Available records Start Marker

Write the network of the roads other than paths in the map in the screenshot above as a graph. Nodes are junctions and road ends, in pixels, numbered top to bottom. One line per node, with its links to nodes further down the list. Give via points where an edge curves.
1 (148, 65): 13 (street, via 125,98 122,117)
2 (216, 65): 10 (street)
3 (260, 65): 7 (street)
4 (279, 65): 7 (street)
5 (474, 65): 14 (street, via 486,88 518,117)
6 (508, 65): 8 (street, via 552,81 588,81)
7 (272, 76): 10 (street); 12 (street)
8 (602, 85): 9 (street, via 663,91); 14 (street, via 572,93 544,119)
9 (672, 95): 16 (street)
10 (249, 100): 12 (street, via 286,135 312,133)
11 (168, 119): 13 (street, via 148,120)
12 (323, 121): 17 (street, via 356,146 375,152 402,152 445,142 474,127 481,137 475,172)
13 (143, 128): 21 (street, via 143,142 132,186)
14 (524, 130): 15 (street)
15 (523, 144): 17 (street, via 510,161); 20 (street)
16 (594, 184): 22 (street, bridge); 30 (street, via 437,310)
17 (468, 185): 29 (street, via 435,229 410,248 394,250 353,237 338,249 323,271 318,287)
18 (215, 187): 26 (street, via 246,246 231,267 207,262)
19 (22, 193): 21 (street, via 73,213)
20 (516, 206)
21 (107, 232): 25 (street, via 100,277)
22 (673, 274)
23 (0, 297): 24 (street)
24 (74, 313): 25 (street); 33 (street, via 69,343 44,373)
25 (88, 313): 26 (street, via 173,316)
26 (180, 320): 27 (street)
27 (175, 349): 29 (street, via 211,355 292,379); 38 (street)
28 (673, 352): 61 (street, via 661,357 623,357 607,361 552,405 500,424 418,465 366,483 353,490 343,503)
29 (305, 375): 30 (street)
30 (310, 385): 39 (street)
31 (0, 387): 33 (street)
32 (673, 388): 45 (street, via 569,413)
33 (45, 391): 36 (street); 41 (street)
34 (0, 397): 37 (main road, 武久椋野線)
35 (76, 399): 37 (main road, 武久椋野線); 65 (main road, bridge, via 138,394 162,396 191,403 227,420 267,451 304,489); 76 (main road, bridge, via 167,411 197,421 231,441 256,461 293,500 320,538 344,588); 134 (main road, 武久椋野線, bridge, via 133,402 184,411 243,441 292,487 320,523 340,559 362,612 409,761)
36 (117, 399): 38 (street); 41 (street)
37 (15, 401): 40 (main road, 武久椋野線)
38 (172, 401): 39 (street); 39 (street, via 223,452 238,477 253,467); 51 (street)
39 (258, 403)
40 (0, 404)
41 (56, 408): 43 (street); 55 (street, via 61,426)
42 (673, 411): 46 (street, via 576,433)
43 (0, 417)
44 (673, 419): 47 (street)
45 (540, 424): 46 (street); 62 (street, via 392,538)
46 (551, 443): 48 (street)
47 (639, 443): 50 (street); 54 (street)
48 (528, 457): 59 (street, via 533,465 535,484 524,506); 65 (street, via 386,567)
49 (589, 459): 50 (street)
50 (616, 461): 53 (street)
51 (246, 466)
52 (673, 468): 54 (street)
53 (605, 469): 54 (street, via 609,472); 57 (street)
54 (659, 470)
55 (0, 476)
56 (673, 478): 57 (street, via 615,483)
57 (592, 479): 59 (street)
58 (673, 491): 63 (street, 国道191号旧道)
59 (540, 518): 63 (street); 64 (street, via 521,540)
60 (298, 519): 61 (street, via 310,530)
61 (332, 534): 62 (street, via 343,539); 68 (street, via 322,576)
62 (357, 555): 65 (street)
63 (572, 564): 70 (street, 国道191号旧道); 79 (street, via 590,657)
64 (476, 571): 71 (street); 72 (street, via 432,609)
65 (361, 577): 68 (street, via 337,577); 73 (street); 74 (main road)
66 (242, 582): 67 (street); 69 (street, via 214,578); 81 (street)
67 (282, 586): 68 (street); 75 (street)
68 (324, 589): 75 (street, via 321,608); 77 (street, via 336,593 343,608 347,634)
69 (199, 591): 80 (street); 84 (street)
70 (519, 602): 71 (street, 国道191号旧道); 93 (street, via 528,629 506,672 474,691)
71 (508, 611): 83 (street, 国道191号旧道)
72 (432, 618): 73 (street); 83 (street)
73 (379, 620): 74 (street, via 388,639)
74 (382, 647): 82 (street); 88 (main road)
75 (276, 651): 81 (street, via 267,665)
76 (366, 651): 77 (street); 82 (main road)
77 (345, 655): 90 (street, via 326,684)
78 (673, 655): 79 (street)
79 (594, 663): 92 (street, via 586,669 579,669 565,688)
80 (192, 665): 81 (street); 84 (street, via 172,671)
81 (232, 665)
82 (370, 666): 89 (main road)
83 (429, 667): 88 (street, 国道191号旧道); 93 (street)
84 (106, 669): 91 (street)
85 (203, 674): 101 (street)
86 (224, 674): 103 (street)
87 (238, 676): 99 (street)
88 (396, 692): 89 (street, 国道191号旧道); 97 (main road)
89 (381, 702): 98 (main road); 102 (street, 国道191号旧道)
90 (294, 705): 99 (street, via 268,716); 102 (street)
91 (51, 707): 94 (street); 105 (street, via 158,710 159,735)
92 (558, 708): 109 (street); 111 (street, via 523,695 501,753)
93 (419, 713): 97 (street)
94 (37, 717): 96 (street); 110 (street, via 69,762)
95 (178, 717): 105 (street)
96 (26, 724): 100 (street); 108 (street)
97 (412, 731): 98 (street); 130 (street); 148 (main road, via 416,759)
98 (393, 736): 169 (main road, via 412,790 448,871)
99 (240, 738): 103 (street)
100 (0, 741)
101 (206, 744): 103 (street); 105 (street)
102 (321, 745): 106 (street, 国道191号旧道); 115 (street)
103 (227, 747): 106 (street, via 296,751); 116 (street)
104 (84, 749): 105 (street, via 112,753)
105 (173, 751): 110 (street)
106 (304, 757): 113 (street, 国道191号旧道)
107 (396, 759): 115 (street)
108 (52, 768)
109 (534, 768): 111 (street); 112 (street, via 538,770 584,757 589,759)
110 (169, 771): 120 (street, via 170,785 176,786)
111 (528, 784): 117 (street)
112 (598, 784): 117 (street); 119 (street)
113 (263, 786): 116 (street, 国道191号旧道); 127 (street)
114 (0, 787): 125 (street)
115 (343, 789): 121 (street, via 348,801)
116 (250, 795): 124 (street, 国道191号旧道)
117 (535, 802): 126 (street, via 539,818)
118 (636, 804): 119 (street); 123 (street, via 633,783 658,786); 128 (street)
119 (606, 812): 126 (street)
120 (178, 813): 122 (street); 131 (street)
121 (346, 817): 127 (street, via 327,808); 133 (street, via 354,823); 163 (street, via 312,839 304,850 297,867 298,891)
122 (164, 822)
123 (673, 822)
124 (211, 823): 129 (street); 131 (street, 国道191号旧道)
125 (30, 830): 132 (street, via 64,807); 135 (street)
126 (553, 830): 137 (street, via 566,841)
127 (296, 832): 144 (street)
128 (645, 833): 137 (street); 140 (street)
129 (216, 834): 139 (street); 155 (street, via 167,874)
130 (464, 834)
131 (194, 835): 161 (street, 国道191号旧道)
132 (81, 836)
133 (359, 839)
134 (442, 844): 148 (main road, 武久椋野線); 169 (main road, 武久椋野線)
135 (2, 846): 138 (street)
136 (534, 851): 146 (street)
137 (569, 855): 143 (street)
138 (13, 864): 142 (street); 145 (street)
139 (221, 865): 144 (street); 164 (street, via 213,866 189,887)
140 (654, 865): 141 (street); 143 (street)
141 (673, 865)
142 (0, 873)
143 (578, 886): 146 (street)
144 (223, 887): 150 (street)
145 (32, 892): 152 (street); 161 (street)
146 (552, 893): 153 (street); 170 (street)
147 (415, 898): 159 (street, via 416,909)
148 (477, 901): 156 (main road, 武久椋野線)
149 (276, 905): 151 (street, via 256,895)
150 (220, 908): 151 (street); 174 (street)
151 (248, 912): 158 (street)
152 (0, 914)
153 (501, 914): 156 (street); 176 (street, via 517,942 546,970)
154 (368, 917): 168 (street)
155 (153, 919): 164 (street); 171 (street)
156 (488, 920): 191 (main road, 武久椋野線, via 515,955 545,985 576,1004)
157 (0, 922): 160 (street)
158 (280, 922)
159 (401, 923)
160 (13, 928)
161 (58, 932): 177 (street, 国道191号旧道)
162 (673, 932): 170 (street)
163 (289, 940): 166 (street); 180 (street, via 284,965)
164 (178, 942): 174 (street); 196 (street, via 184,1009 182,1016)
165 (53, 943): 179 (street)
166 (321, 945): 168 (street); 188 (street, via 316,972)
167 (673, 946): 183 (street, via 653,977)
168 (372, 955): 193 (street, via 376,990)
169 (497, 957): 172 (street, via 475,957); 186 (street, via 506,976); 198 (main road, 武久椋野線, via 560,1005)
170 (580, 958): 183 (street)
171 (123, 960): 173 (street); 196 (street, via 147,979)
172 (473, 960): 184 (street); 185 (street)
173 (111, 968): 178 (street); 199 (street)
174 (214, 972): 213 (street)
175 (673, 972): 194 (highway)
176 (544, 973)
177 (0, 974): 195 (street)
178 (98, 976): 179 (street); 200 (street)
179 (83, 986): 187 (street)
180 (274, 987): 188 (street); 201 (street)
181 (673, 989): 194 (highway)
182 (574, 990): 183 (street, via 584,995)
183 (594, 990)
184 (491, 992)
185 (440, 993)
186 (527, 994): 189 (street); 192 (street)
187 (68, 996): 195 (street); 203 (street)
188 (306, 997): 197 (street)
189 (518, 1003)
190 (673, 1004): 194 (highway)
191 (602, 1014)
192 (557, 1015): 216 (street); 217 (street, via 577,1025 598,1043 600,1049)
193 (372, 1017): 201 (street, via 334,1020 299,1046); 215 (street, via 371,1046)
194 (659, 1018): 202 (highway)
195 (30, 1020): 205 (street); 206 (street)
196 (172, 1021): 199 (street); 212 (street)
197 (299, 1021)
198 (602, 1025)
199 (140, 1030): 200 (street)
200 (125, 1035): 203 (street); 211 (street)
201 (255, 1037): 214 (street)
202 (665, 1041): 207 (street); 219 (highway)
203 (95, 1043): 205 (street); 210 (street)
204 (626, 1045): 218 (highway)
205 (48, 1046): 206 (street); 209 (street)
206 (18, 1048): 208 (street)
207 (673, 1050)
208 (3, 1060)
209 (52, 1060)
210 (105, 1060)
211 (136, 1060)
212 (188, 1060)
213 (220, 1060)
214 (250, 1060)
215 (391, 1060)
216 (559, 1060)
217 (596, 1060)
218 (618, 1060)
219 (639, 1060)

Available records End Marker

Search the data for "武久椋野線". Copy every line that has it.

34 (0, 397): 37 (main road, 武久椋野線)
35 (76, 399): 37 (main road, 武久椋野線); 65 (main road, bridge, via 138,394 162,396 191,403 227,420 267,451 304,489); 76 (main road, bridge, via 167,411 197,421 231,441 256,461 293,500 320,538 344,588); 134 (main road, 武久椋野線, bridge, via 133,402 184,411 243,441 292,487 320,523 340,559 362,612 409,761)
37 (15, 401): 40 (main road, 武久椋野線)
134 (442, 844): 148 (main road, 武久椋野線); 169 (main road, 武久椋野線)
148 (477, 901): 156 (main road, 武久椋野線)
156 (488, 920): 191 (main road, 武久椋野線, via 515,955 545,985 576,1004)
169 (497, 957): 172 (street, via 475,957); 186 (street, via 506,976); 198 (main road, 武久椋野線, via 560,1005)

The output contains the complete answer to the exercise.